Reproduce each line of the entries that carries "Calle".

Dataset entries
══════

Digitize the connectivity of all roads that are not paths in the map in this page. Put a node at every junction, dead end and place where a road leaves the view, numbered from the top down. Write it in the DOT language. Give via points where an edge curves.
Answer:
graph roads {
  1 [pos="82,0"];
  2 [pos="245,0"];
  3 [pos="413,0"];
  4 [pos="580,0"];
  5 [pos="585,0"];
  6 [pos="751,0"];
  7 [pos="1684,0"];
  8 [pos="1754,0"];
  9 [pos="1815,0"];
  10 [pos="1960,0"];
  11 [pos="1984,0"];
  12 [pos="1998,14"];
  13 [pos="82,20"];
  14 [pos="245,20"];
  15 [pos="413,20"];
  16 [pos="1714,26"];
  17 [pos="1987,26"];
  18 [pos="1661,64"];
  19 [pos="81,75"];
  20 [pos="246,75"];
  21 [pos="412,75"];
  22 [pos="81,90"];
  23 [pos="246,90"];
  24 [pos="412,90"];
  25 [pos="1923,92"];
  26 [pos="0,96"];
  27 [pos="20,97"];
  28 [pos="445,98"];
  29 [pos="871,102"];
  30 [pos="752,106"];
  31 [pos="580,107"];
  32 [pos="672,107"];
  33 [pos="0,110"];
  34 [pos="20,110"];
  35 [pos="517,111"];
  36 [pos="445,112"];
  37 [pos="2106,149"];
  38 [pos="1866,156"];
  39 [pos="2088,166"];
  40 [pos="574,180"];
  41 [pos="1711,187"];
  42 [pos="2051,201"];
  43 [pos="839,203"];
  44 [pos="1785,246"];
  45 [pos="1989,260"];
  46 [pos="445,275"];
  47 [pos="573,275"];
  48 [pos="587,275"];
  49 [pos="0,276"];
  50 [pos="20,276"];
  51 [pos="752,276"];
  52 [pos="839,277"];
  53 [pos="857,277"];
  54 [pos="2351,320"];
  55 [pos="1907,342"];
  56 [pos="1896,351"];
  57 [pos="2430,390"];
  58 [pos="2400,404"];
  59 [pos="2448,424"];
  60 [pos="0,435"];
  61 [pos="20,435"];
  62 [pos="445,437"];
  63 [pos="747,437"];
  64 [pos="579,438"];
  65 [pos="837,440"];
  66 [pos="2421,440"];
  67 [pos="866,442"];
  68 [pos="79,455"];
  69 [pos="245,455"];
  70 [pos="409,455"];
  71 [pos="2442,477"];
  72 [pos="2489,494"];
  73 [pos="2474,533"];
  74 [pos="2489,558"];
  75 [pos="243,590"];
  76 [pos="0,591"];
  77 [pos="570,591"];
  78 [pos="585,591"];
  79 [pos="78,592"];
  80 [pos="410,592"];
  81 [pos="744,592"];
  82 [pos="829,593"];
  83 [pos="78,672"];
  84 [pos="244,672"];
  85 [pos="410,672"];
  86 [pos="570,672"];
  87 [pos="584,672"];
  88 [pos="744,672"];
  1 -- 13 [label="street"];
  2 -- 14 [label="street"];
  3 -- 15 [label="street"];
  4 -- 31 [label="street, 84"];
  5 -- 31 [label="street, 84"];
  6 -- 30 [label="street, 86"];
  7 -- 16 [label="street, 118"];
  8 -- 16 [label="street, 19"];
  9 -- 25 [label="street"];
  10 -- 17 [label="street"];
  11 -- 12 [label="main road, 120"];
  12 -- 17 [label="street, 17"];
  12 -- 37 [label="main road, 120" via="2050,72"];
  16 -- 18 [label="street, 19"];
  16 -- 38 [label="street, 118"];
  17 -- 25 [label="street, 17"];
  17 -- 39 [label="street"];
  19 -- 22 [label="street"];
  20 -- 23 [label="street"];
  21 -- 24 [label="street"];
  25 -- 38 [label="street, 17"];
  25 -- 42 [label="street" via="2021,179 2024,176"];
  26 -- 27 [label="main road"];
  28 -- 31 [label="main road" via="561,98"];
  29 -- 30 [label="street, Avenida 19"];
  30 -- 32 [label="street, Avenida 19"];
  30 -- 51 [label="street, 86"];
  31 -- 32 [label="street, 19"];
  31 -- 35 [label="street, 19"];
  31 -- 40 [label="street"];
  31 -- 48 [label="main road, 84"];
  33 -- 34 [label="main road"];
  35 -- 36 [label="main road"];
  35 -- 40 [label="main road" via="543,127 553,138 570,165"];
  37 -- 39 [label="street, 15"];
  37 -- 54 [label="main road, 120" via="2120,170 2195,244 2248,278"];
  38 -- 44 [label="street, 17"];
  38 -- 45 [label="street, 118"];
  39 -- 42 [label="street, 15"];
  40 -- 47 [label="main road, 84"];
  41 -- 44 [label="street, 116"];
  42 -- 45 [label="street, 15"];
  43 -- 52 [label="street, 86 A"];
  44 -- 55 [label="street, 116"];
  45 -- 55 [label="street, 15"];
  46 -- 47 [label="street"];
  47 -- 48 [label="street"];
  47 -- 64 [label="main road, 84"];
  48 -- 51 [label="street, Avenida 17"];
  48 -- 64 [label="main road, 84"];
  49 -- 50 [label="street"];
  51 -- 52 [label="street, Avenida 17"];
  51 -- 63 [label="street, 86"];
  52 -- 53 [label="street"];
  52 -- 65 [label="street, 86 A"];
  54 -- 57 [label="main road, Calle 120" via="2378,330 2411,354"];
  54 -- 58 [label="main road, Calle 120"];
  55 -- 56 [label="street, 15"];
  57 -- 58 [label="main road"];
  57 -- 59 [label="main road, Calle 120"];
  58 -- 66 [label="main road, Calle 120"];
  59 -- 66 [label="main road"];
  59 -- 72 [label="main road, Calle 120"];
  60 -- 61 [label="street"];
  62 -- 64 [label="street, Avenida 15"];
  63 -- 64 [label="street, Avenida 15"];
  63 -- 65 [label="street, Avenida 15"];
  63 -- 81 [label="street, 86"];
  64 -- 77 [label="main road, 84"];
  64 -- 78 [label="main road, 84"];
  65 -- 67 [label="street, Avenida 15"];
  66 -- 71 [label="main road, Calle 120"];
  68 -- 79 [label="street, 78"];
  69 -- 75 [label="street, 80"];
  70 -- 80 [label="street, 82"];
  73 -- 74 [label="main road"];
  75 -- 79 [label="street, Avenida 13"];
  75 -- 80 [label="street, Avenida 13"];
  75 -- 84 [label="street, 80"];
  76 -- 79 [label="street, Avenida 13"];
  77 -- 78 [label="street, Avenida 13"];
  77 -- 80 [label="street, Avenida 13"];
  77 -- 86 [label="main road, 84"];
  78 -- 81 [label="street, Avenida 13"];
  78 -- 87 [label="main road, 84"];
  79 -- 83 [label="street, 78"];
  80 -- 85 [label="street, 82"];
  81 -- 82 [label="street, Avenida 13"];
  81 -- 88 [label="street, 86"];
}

══════

▶ **Written answer**
  54 -- 57 [label="main road, Calle 120" via="2378,330 2411,354"];
  54 -- 58 [label="main road, Calle 120"];
  57 -- 59 [label="main road, Calle 120"];
  58 -- 66 [label="main road, Calle 120"];
  59 -- 72 [label="main road, Calle 120"];
  66 -- 71 [label="main road, Calle 120"];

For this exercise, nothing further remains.